TASK STATEMENT:
Gather the lines below that include the string "Right", copying each in full.

─── GIVEN RECORDS ───

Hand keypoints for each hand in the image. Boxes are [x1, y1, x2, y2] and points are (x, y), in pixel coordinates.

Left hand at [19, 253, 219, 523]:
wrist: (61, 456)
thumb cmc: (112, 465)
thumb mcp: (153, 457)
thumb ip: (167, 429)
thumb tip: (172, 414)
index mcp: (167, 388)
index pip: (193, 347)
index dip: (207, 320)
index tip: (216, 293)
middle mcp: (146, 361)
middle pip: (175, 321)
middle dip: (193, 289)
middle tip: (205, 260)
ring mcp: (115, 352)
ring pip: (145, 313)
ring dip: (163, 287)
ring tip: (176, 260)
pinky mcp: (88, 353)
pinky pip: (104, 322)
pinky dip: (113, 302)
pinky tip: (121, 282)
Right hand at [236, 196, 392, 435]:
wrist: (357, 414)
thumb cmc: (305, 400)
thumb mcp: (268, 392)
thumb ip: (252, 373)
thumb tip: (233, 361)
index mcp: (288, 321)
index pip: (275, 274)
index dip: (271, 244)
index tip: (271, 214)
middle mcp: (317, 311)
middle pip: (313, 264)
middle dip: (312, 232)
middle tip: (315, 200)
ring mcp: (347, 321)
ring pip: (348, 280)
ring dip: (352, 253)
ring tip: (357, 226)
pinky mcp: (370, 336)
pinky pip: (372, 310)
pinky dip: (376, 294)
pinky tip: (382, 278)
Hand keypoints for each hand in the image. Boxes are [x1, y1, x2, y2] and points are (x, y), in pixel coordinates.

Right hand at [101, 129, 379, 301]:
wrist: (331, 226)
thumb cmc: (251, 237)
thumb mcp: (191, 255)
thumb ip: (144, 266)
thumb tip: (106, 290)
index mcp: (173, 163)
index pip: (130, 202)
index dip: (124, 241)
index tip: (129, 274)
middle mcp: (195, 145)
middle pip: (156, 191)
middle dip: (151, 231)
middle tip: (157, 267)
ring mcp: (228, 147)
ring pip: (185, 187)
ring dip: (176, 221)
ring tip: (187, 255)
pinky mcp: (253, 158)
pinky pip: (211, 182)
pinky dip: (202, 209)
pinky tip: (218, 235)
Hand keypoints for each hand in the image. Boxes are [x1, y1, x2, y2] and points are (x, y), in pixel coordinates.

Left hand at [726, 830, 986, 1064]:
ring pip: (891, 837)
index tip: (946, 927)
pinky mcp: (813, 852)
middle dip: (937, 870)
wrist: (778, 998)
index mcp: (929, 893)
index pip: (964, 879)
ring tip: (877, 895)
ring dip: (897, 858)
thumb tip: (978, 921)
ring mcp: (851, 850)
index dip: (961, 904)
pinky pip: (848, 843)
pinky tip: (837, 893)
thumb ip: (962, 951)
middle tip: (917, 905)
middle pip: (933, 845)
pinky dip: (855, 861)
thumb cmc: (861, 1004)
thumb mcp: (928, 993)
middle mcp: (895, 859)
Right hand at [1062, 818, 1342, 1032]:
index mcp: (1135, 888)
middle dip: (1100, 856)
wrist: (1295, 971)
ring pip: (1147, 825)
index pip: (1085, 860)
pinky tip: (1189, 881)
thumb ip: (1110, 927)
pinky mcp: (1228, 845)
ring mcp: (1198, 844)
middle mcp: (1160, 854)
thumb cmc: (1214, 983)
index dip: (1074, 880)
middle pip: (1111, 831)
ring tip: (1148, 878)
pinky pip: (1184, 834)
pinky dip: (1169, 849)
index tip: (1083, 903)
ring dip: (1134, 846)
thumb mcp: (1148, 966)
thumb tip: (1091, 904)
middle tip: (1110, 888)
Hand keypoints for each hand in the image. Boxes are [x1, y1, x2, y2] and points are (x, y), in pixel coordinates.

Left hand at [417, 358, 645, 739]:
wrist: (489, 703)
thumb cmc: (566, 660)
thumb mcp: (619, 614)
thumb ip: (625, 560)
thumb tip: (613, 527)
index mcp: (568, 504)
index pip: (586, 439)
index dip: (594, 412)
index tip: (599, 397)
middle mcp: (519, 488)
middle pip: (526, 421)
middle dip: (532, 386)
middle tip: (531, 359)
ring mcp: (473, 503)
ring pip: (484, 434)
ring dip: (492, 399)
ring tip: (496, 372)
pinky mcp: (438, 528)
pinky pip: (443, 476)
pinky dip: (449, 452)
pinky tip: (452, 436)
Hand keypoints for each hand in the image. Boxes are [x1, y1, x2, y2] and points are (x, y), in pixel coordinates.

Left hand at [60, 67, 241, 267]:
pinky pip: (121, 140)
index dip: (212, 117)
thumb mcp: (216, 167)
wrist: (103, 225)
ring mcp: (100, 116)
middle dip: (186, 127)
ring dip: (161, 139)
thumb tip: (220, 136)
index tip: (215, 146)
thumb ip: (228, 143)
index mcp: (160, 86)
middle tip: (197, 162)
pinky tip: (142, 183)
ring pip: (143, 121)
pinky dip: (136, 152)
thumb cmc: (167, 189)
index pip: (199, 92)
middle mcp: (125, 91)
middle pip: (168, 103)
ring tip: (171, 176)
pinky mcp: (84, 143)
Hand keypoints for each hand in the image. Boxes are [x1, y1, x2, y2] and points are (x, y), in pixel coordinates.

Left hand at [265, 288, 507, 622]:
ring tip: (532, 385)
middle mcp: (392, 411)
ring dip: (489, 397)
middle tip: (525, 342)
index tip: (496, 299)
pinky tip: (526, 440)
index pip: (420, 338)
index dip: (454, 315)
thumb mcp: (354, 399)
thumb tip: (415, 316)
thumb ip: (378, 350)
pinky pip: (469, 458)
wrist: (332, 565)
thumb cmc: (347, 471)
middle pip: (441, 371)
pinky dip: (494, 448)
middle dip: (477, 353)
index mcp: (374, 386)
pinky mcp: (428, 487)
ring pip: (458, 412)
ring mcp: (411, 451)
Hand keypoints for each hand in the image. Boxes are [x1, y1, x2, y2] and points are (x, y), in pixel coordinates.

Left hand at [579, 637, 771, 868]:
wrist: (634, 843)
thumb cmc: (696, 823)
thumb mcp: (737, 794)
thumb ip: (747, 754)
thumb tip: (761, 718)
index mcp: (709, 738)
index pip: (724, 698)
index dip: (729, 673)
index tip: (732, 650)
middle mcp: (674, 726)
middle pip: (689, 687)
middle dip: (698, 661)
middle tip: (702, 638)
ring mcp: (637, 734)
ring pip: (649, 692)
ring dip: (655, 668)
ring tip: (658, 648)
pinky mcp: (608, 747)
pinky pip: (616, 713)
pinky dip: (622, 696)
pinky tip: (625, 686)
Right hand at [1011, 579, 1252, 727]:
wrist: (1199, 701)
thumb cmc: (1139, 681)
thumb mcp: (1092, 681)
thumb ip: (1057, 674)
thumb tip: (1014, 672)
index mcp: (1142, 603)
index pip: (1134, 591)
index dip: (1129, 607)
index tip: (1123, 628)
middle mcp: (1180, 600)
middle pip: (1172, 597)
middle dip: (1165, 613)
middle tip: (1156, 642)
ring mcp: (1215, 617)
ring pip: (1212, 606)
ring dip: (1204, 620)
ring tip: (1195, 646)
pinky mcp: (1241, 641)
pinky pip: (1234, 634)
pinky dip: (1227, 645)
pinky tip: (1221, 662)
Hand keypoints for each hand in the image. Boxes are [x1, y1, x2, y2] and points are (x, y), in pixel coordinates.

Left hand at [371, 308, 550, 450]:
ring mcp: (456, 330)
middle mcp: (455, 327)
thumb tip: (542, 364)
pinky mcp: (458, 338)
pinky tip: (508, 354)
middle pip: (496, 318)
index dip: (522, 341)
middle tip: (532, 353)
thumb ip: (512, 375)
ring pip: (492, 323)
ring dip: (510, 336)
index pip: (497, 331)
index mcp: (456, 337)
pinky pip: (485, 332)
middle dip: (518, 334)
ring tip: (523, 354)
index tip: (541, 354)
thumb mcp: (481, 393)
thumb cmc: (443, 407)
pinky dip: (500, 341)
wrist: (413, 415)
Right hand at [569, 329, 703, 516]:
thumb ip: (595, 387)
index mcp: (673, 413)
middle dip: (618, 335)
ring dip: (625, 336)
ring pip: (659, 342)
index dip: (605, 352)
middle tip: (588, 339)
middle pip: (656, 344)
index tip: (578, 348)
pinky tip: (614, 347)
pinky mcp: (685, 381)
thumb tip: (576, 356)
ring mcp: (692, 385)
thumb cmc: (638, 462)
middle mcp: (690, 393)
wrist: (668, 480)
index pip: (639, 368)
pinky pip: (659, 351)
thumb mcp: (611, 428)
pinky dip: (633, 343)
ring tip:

───

SOLUTION FOR THIS EXERCISE:
Right hand at [236, 196, 392, 435]:
Right hand at [101, 129, 379, 301]:
Right hand at [1062, 818, 1342, 1032]:
Right hand at [1011, 579, 1252, 727]:
Right hand at [569, 329, 703, 516]:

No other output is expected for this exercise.